Figure 1. Thermal stratification in water column in (a) and  near-bottom water thermal stratifications in (b-c). Variation in near-bottom temperature in four spatial locations is shown in (d). Positions of the thermocline and 13oC isotherm are marked by a black and a white line respectively in (a).	Figure 2. Variability of near-bottom temperature grdient, depth-averaged buoyancy frequency and currents.
Figure 3.  Estimated inferred intensity of turbulence based on the Thorpe-scale method	Figure 4. Possible impact of benthic turbulence on the food supply to mussels from deep chlorophyll maximum at the thermocline.

Key Findings

• The thermocline in Lake Ontario undergoes significant vertical excursions at near-inertial periods, indicative of strong and persistent internal Poincaré waves [Fig. 1]. The thermocline oscillation at the near-inertial internal Poincaré wave period induces a striking asymmetry in near-bed stratification and benthic turbulence along the sloping lakebed at the depth of the seasonal thermocline between its rise and fall [Fig.2].

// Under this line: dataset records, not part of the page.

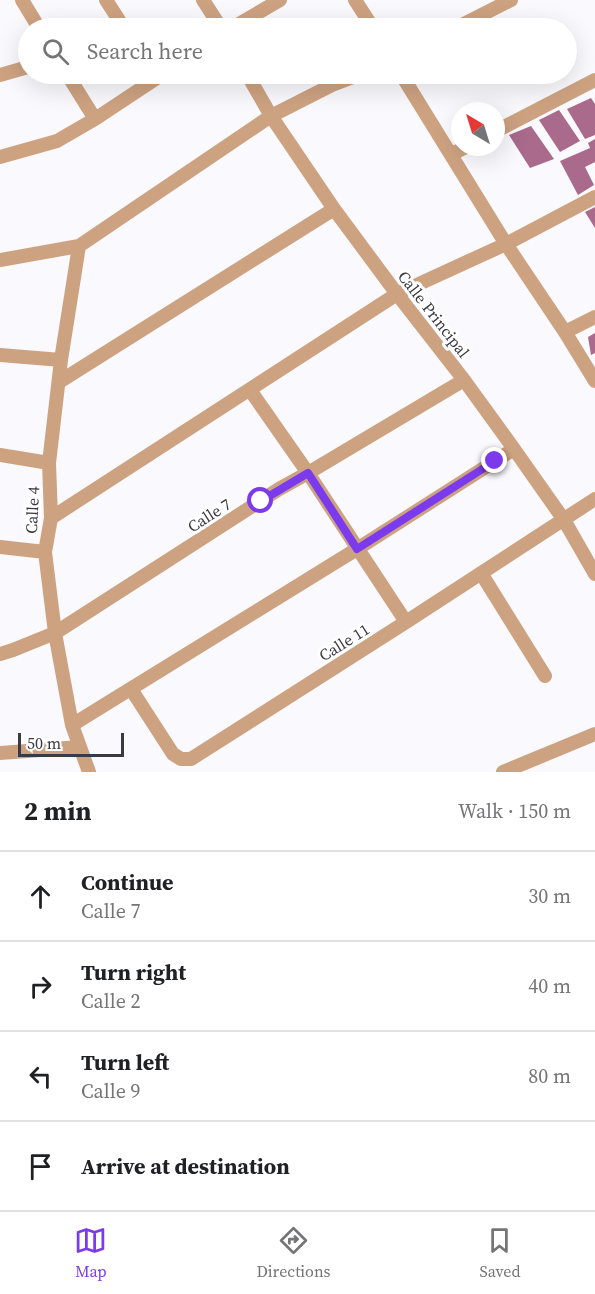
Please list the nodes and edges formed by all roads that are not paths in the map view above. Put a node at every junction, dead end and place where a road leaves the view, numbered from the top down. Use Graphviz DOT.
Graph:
graph roads {
  1 [pos="22,0"];
  2 [pos="106,0"];
  3 [pos="203,0"];
  4 [pos="280,0"];
  5 [pos="355,0"];
  6 [pos="511,0"];
  7 [pos="33,18"];
  8 [pos="118,18"];
  9 [pos="215,18"];
  10 [pos="249,18"];
  11 [pos="367,18"];
  12 [pos="476,18"];
  13 [pos="18,70"];
  14 [pos="0,75"];
  15 [pos="595,80"];
  16 [pos="73,84"];
  17 [pos="144,84"];
  18 [pos="253,84"];
  19 [pos="335,84"];
  20 [pos="407,84"];
  21 [pos="271,116"];
  22 [pos="95,119"];
  23 [pos="505,127"];
  24 [pos="451,152"];
  25 [pos="0,156"];
  26 [pos="453,156"];
  27 [pos="595,197"];
  28 [pos="334,209"];
  29 [pos="506,244"];
  30 [pos="79,246"];
  31 [pos="0,260"];
  32 [pos="397,294"];
  33 [pos="595,317"];
  34 [pos="565,333"];
  35 [pos="0,355"];
  36 [pos="61,360"];
  37 [pos="464,380"];
  38 [pos="595,381"];
  39 [pos="59,382"];
  40 [pos="250,390"];
  41 [pos="514,449"];
  42 [pos="0,455"];
  43 [pos="49,463"];
  44 [pos="308,473"];
  45 [pos="595,499"];
  46 [pos="51,518"];
  47 [pos="564,520"];
  48 [pos="0,547"];
  49 [pos="357,549"];
  50 [pos="45,552"];
  51 [pos="481,573"];
  52 [pos="595,574"];
  53 [pos="406,622"];
  54 [pos="55,633"];
  55 [pos="0,654"];
  56 [pos="545,676"];
  57 [pos="130,689"];
  58 [pos="72,725"];
  59 [pos="595,734"];
  60 [pos="80,747"];
  61 [pos="0,753"];
  62 [pos="89,772"];
  63 [pos="502,772"];
  1 -- 7 [label="street"];
  2 -- 8 [label="street"];
  3 -- 9 [label="street"];
  4 -- 10 [label="street"];
  5 -- 11 [label="street"];
  6 -- 12 [label="street"];
  13 -- 14 [label="street"];
  15 -- 23 [label="street"];
  16 -- 22 [label="street"];
  17 -- 22 [label="street"];
  18 -- 21 [label="street, Calle Principal"];
  19 -- 21 [label="street"];
  20 -- 24 [label="street"];
  21 -- 28 [label="street, Calle Principal"];
  21 -- 30 [label="street"];
  22 -- 25 [label="street"];
  26 -- 29 [label="street"];
  27 -- 29 [label="street"];
  28 -- 32 [label="street, Calle Principal"];
  28 -- 39 [label="street"];
  29 -- 32 [label="street"];
  29 -- 34 [label="street"];
  30 -- 31 [label="street"];
  30 -- 36 [label="street, Calle 4"];
  32 -- 37 [label="street, Calle Principal"];
  32 -- 40 [label="street"];
  33 -- 34 [label="street"];
  34 -- 38 [label="street"];
  35 -- 36 [label="street"];
  36 -- 39 [label="street, Calle 4"];
  37 -- 41 [label="street, Calle Principal"];
  37 -- 44 [label="street, Calle 7"];
  39 -- 43 [label="street, Calle 4"];
  40 -- 44 [label="street"];
  40 -- 46 [label="street"];
  41 -- 47 [label="street, Calle Principal"];
  41 -- 49 [label="street"];
  42 -- 43 [label="street"];
  43 -- 46 [label="street, Calle 4"];
  44 -- 49 [label="street"];
  44 -- 54 [label="street, Calle 7"];
  45 -- 47 [label="street, Calle 11"];
  46 -- 50 [label="street, Calle 4"];
  47 -- 51 [label="street, Calle 11"];
  47 -- 52 [label="street, Calle Principal"];
  48 -- 50 [label="street"];
  49 -- 53 [label="street"];
  49 -- 57 [label="street"];
  50 -- 54 [label="street, Calle 4"];
  51 -- 53 [label="street, Calle 11"];
  51 -- 56 [label="street"];
  53 -- 57 [label="street, Calle 11"];
  54 -- 55 [label="street, Calle 7"];
  54 -- 58 [label="street, Calle 4"];
  57 -- 58 [label="street"];
  58 -- 60 [label="street, Calle 4"];
  59 -- 63 [label="street"];
  60 -- 61 [label="street"];
  60 -- 62 [label="street, Calle 4"];
}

• During the falling phase of the thermocline, the warmer down-slope flows raise the nehe near-bottom water temperature, leaving strong positively stratified near-bed waters with temperature gradients. In contrast during the colder up-slope flow phase, the mean near-bottom water temperature was reduced and there was unstable stratification at the lakebed with temperature gradients.
• Due to the presence of unstable stratification, the near bottom water of the up-slope phase was characterized by high incidence of temperature inversions and relatively higher values of turbulent mixing rates. The mechanism is identified as shear driven near-bottom convective mixing driven by large amplitude internal Poincaré waves.  The opposite occurs during the down-slope phase [Fig. 3]. 
• We also found that, at least during the observation period of 2012 and 2013, benthic mixing due to thermocline movement was much more important than that caused by the orbital motions due to surface waves.
• We hypothesized that the observed dynamics of benthic turbulence may control a differential food supply mechanism of mussels [Fig. 4]. During the rising phase of the thermocline, the isotherms slow down at boundary and high turbulent mixing associated with convective overturning occurs. Thus, during this phase mussels will potentially able to filter feed more effectively experiencing possibly elevated level of phytoplankton under mixing conditions which replenish the supply of food near the lakebed (Fig. 4a). In contrast, during the falling phase, the isotherms get very close together and the boundary layer is strongly stratified and turbulence is greatly diminished. In this phase it is more likely that the mussels’ filtration is only acting on a small distance from boundary due to the weak mixing. Consequently, the immediate boundary becomes depleted of plankton and the mussels are not in optimal growth conditions (Fig. 4b).